Records excerpted from a collection:
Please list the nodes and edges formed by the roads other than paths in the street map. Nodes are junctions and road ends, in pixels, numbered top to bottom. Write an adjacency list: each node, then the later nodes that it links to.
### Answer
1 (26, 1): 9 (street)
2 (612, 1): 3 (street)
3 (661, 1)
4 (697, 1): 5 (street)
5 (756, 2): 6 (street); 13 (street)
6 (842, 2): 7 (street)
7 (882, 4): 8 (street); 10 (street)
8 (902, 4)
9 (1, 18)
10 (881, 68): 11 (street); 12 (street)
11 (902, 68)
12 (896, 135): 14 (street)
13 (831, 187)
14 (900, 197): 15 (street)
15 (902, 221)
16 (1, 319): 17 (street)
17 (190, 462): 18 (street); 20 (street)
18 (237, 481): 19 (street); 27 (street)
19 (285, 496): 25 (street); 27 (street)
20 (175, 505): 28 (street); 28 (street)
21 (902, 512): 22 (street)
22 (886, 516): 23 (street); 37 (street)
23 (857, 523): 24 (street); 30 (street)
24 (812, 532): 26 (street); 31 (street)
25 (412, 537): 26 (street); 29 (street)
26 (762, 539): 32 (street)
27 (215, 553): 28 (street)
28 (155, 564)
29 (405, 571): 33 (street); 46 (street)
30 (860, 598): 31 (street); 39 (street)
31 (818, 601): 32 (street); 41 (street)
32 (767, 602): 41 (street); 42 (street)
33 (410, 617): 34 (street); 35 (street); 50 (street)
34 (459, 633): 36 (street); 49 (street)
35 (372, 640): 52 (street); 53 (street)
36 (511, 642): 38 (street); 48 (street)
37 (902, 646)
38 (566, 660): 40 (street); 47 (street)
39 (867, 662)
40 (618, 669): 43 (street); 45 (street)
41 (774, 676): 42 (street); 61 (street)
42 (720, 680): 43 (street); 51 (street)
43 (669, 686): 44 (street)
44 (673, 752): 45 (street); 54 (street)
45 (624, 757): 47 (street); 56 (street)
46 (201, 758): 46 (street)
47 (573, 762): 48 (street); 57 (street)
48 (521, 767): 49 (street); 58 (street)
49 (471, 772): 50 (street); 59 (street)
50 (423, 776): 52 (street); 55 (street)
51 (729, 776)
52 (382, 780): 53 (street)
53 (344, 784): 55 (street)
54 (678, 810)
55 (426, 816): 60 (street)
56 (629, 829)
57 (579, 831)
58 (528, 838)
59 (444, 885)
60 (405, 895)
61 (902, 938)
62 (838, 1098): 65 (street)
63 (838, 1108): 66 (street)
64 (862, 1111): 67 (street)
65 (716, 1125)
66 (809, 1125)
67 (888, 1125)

EXERCISE DETAILS — Word for word, restate the lines above.

SOLUTION FOR THIS TASK —
Please list the nodes and edges formed by the roads other than paths in the street map. Nodes are junctions and road ends, in pixels, numbered top to bottom. Write an adjacency list: each node, then the later nodes that it links to.
### Answer
1 (26, 1): 9 (street)
2 (612, 1): 3 (street)
3 (661, 1)
4 (697, 1): 5 (street)
5 (756, 2): 6 (street); 13 (street)
6 (842, 2): 7 (street)
7 (882, 4): 8 (street); 10 (street)
8 (902, 4)
9 (1, 18)
10 (881, 68): 11 (street); 12 (street)
11 (902, 68)
12 (896, 135): 14 (street)
13 (831, 187)
14 (900, 197): 15 (street)
15 (902, 221)
16 (1, 319): 17 (street)
17 (190, 462): 18 (street); 20 (street)
18 (237, 481): 19 (street); 27 (street)
19 (285, 496): 25 (street); 27 (street)
20 (175, 505): 28 (street); 28 (street)
21 (902, 512): 22 (street)
22 (886, 516): 23 (street); 37 (street)
23 (857, 523): 24 (street); 30 (street)
24 (812, 532): 26 (street); 31 (street)
25 (412, 537): 26 (street); 29 (street)
26 (762, 539): 32 (street)
27 (215, 553): 28 (street)
28 (155, 564)
29 (405, 571): 33 (street); 46 (street)
30 (860, 598): 31 (street); 39 (street)
31 (818, 601): 32 (street); 41 (street)
32 (767, 602): 41 (street); 42 (street)
33 (410, 617): 34 (street); 35 (street); 50 (street)
34 (459, 633): 36 (street); 49 (street)
35 (372, 640): 52 (street); 53 (street)
36 (511, 642): 38 (street); 48 (street)
37 (902, 646)
38 (566, 660): 40 (street); 47 (street)
39 (867, 662)
40 (618, 669): 43 (street); 45 (street)
41 (774, 676): 42 (street); 61 (street)
42 (720, 680): 43 (street); 51 (street)
43 (669, 686): 44 (street)
44 (673, 752): 45 (street); 54 (street)
45 (624, 757): 47 (street); 56 (street)
46 (201, 758): 46 (street)
47 (573, 762): 48 (street); 57 (street)
48 (521, 767): 49 (street); 58 (street)
49 (471, 772): 50 (street); 59 (street)
50 (423, 776): 52 (street); 55 (street)
51 (729, 776)
52 (382, 780): 53 (street)
53 (344, 784): 55 (street)
54 (678, 810)
55 (426, 816): 60 (street)
56 (629, 829)
57 (579, 831)
58 (528, 838)
59 (444, 885)
60 (405, 895)
61 (902, 938)
62 (838, 1098): 65 (street)
63 (838, 1108): 66 (street)
64 (862, 1111): 67 (street)
65 (716, 1125)
66 (809, 1125)
67 (888, 1125)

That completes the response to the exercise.